Look for the word "LAYOUT". Copy every line of the listing where it occurs.

── Records provided

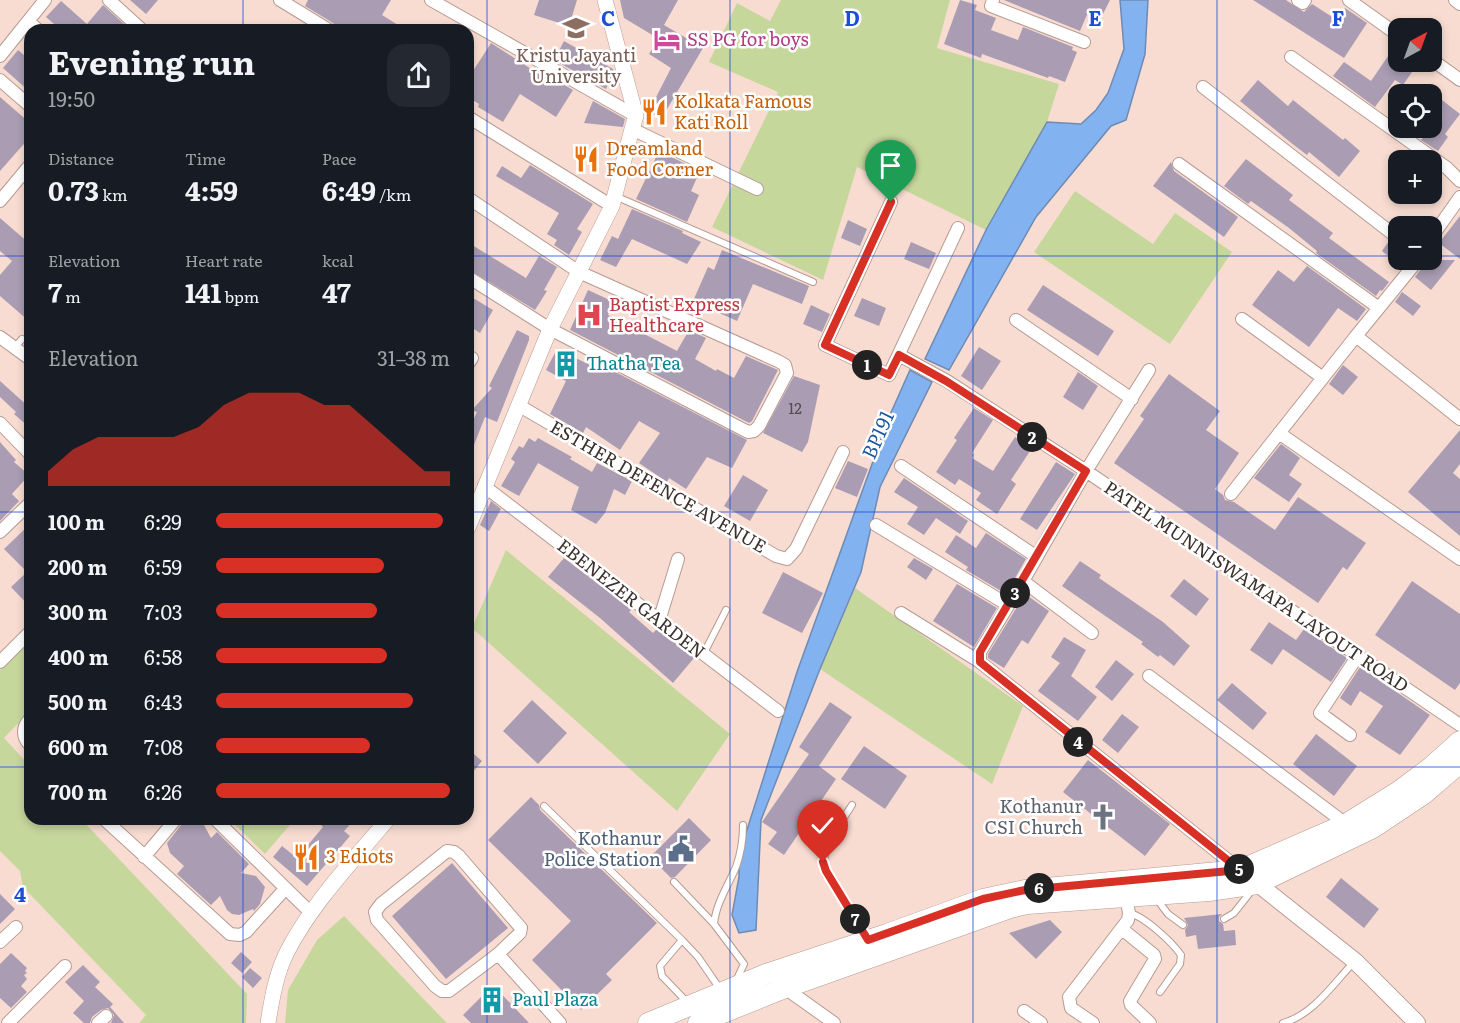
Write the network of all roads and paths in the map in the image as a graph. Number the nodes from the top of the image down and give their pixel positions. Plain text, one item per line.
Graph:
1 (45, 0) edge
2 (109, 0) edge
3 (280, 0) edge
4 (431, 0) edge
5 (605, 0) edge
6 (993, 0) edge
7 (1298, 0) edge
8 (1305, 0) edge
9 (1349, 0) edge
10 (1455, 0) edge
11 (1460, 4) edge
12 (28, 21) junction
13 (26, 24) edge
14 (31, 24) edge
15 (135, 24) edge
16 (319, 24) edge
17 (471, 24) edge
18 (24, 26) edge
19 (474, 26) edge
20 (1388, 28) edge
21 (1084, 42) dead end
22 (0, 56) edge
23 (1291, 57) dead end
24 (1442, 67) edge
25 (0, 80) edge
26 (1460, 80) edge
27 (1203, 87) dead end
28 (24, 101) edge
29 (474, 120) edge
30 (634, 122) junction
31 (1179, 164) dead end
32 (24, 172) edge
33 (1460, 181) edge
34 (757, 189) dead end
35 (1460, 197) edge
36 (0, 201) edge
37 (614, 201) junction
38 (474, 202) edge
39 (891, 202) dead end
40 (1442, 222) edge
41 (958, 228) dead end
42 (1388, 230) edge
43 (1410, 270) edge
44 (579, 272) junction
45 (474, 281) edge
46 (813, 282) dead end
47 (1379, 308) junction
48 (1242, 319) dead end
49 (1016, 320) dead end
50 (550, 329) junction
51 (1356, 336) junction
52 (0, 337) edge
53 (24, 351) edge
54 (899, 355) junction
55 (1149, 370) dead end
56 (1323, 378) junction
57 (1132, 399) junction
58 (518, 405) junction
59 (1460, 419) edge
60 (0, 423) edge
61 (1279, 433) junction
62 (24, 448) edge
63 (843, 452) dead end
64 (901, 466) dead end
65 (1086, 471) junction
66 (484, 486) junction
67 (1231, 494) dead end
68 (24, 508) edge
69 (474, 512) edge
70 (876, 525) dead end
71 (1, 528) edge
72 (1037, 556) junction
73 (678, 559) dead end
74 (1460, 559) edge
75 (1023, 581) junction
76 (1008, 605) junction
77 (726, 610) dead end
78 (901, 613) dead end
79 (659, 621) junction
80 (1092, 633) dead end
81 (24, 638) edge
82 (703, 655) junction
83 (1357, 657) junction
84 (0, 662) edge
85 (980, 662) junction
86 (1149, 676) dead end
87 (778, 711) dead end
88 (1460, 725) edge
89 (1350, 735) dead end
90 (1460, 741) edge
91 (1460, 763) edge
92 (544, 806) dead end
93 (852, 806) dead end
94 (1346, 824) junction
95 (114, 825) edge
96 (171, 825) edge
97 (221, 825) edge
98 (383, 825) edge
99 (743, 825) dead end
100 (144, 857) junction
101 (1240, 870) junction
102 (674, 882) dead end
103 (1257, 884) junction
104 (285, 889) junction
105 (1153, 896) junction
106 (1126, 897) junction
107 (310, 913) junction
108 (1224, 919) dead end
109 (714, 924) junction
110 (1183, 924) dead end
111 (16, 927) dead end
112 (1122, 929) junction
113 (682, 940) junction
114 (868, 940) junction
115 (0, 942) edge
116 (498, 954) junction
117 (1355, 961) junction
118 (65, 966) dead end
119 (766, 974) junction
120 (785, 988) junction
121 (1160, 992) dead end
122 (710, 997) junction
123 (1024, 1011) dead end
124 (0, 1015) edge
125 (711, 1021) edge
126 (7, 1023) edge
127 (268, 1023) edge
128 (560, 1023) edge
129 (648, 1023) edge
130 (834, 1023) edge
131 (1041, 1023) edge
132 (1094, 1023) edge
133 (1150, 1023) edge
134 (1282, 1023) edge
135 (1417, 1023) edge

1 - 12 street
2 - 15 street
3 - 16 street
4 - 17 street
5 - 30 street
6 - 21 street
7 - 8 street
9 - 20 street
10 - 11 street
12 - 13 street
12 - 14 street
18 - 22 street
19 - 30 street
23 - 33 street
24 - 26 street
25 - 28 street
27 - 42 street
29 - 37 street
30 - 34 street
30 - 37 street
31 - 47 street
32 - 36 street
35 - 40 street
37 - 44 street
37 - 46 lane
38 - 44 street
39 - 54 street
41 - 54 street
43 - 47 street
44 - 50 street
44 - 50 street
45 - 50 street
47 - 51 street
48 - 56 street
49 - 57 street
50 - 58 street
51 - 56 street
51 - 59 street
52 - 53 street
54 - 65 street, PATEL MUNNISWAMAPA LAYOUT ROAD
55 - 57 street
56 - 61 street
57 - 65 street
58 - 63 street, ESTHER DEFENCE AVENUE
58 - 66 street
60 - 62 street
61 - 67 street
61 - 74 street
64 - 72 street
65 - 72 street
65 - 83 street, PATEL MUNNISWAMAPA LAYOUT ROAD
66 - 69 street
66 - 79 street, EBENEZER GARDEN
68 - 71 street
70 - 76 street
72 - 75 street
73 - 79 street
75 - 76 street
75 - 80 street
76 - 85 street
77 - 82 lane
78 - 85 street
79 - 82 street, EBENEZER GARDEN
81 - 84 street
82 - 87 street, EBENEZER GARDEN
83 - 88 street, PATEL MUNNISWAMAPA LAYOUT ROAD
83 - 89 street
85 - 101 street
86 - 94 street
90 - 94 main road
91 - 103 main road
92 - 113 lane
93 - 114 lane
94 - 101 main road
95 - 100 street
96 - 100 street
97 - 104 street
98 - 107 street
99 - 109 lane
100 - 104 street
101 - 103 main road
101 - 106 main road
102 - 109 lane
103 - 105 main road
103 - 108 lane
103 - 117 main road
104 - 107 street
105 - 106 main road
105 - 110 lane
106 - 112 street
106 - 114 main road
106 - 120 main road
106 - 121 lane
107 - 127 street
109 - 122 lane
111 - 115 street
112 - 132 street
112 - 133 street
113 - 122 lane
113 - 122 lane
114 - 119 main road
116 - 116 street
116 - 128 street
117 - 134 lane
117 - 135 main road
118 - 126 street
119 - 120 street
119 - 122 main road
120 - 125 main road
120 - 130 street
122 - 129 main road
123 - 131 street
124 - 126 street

────

• _Written solution_:
54 - 65 street, PATEL MUNNISWAMAPA LAYOUT ROAD
65 - 83 street, PATEL MUNNISWAMAPA LAYOUT ROAD
83 - 88 street, PATEL MUNNISWAMAPA LAYOUT ROAD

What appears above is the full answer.